» **Description of the task**
For this exercise, write out each entry below exactly as it reads.

[Task data]

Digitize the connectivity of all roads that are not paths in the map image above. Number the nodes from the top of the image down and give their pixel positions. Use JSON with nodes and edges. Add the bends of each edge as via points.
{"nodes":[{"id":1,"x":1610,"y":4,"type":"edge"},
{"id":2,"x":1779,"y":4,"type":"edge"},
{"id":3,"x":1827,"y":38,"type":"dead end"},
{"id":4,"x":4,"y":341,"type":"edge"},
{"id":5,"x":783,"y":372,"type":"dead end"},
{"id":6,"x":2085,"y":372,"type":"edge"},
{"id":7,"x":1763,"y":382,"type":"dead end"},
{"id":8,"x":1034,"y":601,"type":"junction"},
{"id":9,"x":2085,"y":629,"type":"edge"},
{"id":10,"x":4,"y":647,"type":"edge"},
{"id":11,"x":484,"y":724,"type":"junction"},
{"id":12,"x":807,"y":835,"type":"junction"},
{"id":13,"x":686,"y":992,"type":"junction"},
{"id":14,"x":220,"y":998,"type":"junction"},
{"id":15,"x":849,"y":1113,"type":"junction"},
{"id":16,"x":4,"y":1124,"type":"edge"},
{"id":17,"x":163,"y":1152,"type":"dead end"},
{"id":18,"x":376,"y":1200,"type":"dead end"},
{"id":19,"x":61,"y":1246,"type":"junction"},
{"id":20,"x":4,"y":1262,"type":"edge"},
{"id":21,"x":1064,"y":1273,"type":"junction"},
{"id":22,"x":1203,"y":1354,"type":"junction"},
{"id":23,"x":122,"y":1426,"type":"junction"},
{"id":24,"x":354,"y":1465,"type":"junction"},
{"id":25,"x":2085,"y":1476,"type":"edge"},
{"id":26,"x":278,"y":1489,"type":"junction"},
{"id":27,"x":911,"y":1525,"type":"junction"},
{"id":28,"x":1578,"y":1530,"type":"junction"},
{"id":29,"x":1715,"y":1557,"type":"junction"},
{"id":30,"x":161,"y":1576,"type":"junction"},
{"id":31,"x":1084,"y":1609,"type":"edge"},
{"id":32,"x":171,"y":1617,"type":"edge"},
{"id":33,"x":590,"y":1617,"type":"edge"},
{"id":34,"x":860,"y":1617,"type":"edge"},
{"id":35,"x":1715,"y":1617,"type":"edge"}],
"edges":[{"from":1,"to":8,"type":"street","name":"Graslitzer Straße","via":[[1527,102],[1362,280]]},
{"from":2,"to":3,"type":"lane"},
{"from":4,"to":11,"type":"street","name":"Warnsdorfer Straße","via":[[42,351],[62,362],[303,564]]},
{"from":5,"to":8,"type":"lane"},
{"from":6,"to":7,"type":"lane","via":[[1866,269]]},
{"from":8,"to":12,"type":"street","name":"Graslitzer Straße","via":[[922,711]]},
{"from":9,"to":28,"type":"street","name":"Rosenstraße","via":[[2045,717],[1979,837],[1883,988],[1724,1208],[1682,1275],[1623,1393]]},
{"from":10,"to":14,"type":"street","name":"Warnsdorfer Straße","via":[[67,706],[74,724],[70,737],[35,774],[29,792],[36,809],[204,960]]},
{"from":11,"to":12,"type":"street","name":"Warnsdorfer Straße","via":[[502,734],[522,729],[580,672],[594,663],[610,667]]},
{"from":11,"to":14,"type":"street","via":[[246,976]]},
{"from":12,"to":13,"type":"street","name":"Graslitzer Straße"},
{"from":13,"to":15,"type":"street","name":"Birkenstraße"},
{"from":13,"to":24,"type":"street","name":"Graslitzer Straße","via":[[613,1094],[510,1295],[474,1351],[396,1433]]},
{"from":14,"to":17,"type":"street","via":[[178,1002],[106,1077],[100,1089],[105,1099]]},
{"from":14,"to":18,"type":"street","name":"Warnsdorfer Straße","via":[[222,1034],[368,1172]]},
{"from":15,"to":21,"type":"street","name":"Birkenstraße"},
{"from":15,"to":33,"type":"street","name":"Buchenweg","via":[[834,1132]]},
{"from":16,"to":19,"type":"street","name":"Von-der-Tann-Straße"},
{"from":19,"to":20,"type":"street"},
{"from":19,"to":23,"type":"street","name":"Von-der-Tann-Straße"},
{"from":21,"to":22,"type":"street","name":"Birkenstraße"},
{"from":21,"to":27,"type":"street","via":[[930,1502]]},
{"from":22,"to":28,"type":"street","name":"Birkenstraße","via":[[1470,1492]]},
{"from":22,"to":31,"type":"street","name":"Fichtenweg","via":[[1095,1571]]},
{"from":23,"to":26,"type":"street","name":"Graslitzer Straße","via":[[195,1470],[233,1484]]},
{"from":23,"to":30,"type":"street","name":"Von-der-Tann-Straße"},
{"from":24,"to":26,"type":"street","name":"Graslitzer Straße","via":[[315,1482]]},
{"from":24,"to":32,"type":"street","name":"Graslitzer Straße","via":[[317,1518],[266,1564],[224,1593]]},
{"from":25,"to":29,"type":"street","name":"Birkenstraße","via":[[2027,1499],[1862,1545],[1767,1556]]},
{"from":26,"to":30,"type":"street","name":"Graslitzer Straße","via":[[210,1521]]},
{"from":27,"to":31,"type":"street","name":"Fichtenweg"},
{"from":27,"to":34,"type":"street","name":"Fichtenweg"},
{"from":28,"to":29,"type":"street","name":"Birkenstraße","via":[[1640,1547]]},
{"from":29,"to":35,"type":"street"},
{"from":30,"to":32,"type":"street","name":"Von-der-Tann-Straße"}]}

[/Task data]

» **Output for this task**
Digitize the connectivity of all roads that are not paths in the map image above. Number the nodes from the top of the image down and give their pixel positions. Use JSON with nodes and edges. Add the bends of each edge as via points.
{"nodes":[{"id":1,"x":1610,"y":4,"type":"edge"},
{"id":2,"x":1779,"y":4,"type":"edge"},
{"id":3,"x":1827,"y":38,"type":"dead end"},
{"id":4,"x":4,"y":341,"type":"edge"},
{"id":5,"x":783,"y":372,"type":"dead end"},
{"id":6,"x":2085,"y":372,"type":"edge"},
{"id":7,"x":1763,"y":382,"type":"dead end"},
{"id":8,"x":1034,"y":601,"type":"junction"},
{"id":9,"x":2085,"y":629,"type":"edge"},
{"id":10,"x":4,"y":647,"type":"edge"},
{"id":11,"x":484,"y":724,"type":"junction"},
{"id":12,"x":807,"y":835,"type":"junction"},
{"id":13,"x":686,"y":992,"type":"junction"},
{"id":14,"x":220,"y":998,"type":"junction"},
{"id":15,"x":849,"y":1113,"type":"junction"},
{"id":16,"x":4,"y":1124,"type":"edge"},
{"id":17,"x":163,"y":1152,"type":"dead end"},
{"id":18,"x":376,"y":1200,"type":"dead end"},
{"id":19,"x":61,"y":1246,"type":"junction"},
{"id":20,"x":4,"y":1262,"type":"edge"},
{"id":21,"x":1064,"y":1273,"type":"junction"},
{"id":22,"x":1203,"y":1354,"type":"junction"},
{"id":23,"x":122,"y":1426,"type":"junction"},
{"id":24,"x":354,"y":1465,"type":"junction"},
{"id":25,"x":2085,"y":1476,"type":"edge"},
{"id":26,"x":278,"y":1489,"type":"junction"},
{"id":27,"x":911,"y":1525,"type":"junction"},
{"id":28,"x":1578,"y":1530,"type":"junction"},
{"id":29,"x":1715,"y":1557,"type":"junction"},
{"id":30,"x":161,"y":1576,"type":"junction"},
{"id":31,"x":1084,"y":1609,"type":"edge"},
{"id":32,"x":171,"y":1617,"type":"edge"},
{"id":33,"x":590,"y":1617,"type":"edge"},
{"id":34,"x":860,"y":1617,"type":"edge"},
{"id":35,"x":1715,"y":1617,"type":"edge"}],
"edges":[{"from":1,"to":8,"type":"street","name":"Graslitzer Straße","via":[[1527,102],[1362,280]]},
{"from":2,"to":3,"type":"lane"},
{"from":4,"to":11,"type":"street","name":"Warnsdorfer Straße","via":[[42,351],[62,362],[303,564]]},
{"from":5,"to":8,"type":"lane"},
{"from":6,"to":7,"type":"lane","via":[[1866,269]]},
{"from":8,"to":12,"type":"street","name":"Graslitzer Straße","via":[[922,711]]},
{"from":9,"to":28,"type":"street","name":"Rosenstraße","via":[[2045,717],[1979,837],[1883,988],[1724,1208],[1682,1275],[1623,1393]]},
{"from":10,"to":14,"type":"street","name":"Warnsdorfer Straße","via":[[67,706],[74,724],[70,737],[35,774],[29,792],[36,809],[204,960]]},
{"from":11,"to":12,"type":"street","name":"Warnsdorfer Straße","via":[[502,734],[522,729],[580,672],[594,663],[610,667]]},
{"from":11,"to":14,"type":"street","via":[[246,976]]},
{"from":12,"to":13,"type":"street","name":"Graslitzer Straße"},
{"from":13,"to":15,"type":"street","name":"Birkenstraße"},
{"from":13,"to":24,"type":"street","name":"Graslitzer Straße","via":[[613,1094],[510,1295],[474,1351],[396,1433]]},
{"from":14,"to":17,"type":"street","via":[[178,1002],[106,1077],[100,1089],[105,1099]]},
{"from":14,"to":18,"type":"street","name":"Warnsdorfer Straße","via":[[222,1034],[368,1172]]},
{"from":15,"to":21,"type":"street","name":"Birkenstraße"},
{"from":15,"to":33,"type":"street","name":"Buchenweg","via":[[834,1132]]},
{"from":16,"to":19,"type":"street","name":"Von-der-Tann-Straße"},
{"from":19,"to":20,"type":"street"},
{"from":19,"to":23,"type":"street","name":"Von-der-Tann-Straße"},
{"from":21,"to":22,"type":"street","name":"Birkenstraße"},
{"from":21,"to":27,"type":"street","via":[[930,1502]]},
{"from":22,"to":28,"type":"street","name":"Birkenstraße","via":[[1470,1492]]},
{"from":22,"to":31,"type":"street","name":"Fichtenweg","via":[[1095,1571]]},
{"from":23,"to":26,"type":"street","name":"Graslitzer Straße","via":[[195,1470],[233,1484]]},
{"from":23,"to":30,"type":"street","name":"Von-der-Tann-Straße"},
{"from":24,"to":26,"type":"street","name":"Graslitzer Straße","via":[[315,1482]]},
{"from":24,"to":32,"type":"street","name":"Graslitzer Straße","via":[[317,1518],[266,1564],[224,1593]]},
{"from":25,"to":29,"type":"street","name":"Birkenstraße","via":[[2027,1499],[1862,1545],[1767,1556]]},
{"from":26,"to":30,"type":"street","name":"Graslitzer Straße","via":[[210,1521]]},
{"from":27,"to":31,"type":"street","name":"Fichtenweg"},
{"from":27,"to":34,"type":"street","name":"Fichtenweg"},
{"from":28,"to":29,"type":"street","name":"Birkenstraße","via":[[1640,1547]]},
{"from":29,"to":35,"type":"street"},
{"from":30,"to":32,"type":"street","name":"Von-der-Tann-Straße"}]}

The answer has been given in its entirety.